Governo bloqueia contas de apostas ilegais: Entenda a nova regra do CMN

O Conselho Monetário Nacional (CMN) deu um passo importante para coibir a atuação de sites de apostas esportivas ilegais no Brasil. Uma nova resolução, publicada nesta quinta-feira (25), regulamenta o bloqueio de contas e a interrupção de transações financeiras ligadas a operadores que atuam sem a devida autorização governamental. A medida visa dificultar a movimentação de dinheiro por empresas consideradas irregulares e estabelece prazos e procedimentos para que bancos e instituições de pagamento cumpram as determinações.

A resolução n.º 5.320, que entra em vigor em 28 de agosto, determina que as instituições do Sistema de Pagamentos Brasileiro (SPB) deverão bloquear contas em até 24 horas após receberem uma notificação oficial da Secretaria de Prêmios e Apostas (SPA), vinculada ao Ministério da Fazenda. Essa ação faz parte de um esforço maior do governo para criar um ambiente mais seguro e regulamentado para o mercado de apostas, conforme o Campo Grande NEWS checou.

A nova norma regulamenta um dispositivo incluído na Lei n.º 14.790/2023, que trata da regulamentação das apostas de quota fixa, e também o Decreto n.º 13.033/2026, que definiu as atribuições da SPA. O CMN, composto pelo ministro da Fazenda, Dario Durigan, o presidente do Banco Central, Gabriel Galípolo, e o ministro do Planejamento e Orçamento, Bruno Moretti, atuou para detalhar como essas regras serão aplicadas na prática.

Como funciona o bloqueio de contas de apostas ilegais

A regra se aplica tanto a pessoas físicas quanto jurídicas que exploram o ramo de apostas de quota fixa sem possuir autorização legal. O processo tem início quando a Secretaria de Prêmios e Apostas (SPA) identifica uma operação considerada irregular. Após constatar a irregularidade, a SPA emite um auto de constatação e, em seguida, envia uma notificação de bloqueio para as instituições financeiras e de pagamento. A partir do recebimento dessa ordem, bancos e outras instituições terão o prazo de 24 horas para efetivar o bloqueio das contas vinculadas aos operadores em questão. Essa medida, como apurado pelo Campo Grande NEWS, visa interromper o fluxo financeiro de atividades ilegais.

As contas que podem ser alvo desse bloqueio incluem contas de depósito à vista, contas de poupança, contas de pagamento pré-pagas e contas de registro. O objetivo principal é impedir que operadores não autorizados continuem movimentando recursos dentro do sistema financeiro brasileiro enquanto processos administrativos ou judiciais são conduzidos. A eficácia dessa medida depende da colaboração e agilidade das instituições financeiras em cumprir as determinações da SPA, garantindo a integridade do sistema.

Dinheiro retido e possíveis desbloqueios

Uma vez que a conta é bloqueada, os valores depositados nela tornam-se indisponíveis para movimentação. Além disso, a nova resolução determina que novas transações destinadas, direta ou indiretamente, a essas contas sejam recusadas, especialmente quando houver relação comprovada com a atividade irregular de apostas. Essa proibição de novas movimentações reforça o controle sobre os recursos envolvidos em operações clandestinas, impedindo que os operadores prejudiquem ainda mais o mercado e os consumidores.

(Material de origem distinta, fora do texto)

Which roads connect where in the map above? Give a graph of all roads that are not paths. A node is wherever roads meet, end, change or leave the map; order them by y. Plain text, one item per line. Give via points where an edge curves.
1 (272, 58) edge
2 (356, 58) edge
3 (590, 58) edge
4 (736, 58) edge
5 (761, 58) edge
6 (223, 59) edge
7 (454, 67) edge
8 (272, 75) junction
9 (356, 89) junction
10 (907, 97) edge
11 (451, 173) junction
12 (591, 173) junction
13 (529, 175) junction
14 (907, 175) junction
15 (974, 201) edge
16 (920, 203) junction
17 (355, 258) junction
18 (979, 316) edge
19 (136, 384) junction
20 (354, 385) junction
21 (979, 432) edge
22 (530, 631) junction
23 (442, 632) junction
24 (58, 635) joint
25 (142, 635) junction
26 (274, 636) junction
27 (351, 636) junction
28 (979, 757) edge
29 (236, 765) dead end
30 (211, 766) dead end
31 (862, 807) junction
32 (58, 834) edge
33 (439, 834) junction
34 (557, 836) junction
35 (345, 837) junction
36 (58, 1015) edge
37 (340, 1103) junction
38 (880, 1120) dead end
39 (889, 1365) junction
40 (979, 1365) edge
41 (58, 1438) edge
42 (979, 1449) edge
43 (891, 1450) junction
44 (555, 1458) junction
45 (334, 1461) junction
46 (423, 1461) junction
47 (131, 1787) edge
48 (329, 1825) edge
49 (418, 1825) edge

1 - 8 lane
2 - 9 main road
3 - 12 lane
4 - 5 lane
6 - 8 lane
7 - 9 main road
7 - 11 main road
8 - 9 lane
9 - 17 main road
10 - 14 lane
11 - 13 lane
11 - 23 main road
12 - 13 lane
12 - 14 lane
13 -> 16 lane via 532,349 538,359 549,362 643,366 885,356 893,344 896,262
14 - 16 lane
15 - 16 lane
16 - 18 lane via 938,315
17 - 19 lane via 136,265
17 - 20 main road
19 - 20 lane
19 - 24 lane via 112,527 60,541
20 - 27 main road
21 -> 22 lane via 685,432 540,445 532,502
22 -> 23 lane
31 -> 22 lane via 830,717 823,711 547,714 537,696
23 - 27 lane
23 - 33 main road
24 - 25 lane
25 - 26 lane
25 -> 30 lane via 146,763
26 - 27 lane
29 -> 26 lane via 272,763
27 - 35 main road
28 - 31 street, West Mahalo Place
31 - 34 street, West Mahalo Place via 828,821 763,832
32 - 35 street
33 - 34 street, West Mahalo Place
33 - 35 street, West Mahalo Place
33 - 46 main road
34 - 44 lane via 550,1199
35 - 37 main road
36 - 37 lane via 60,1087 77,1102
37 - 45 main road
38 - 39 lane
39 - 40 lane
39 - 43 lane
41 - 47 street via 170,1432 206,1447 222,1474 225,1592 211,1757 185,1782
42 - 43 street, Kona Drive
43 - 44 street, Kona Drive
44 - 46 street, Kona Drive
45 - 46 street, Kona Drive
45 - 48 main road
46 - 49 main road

É importante notar que o bloqueio não é necessariamente uma medida definitiva. As contas poderão ser liberadas caso uma decisão administrativa final conclua que o titular não deveria ter sido alvo da medida. Outra possibilidade de desbloqueio ocorre após a conversão dos valores bloqueados em depósito judicial, um procedimento previsto na regulamentação. Conforme o Campo Grande NEWS apurou, a intenção é garantir que haja um processo justo e que as decisões sejam tomadas com base em evidências.

Destino dos valores e combate a operadores clandestinos

Em contrapartida, caso haja uma decisão judicial que confirme o perdimento dos recursos, as instituições financeiras serão instruídas a encerrar as contas dos titulares. Quando a perda dos valores for determinada judicialmente, o dinheiro apreendido será destinado ao Fundo Nacional de Segurança Pública, vinculado ao Ministério da Justiça e Segurança Pública. Essa destinação visa reverter os ganhos ilícitos em benefícios para o Estado e para a sociedade, fortalecendo as ações de segurança pública.

Esta iniciativa faz parte de um conjunto de regras criadas para combater ativamente os operadores clandestinos de apostas no Brasil. A medida ganha ainda mais relevância após recentes mudanças na legislação voltadas ao combate ao crime organizado, demonstrando um esforço coordenado do governo para regular e fiscalizar o setor de apostas de quota fixa, protegendo os consumidores e garantindo a arrecadação tributária.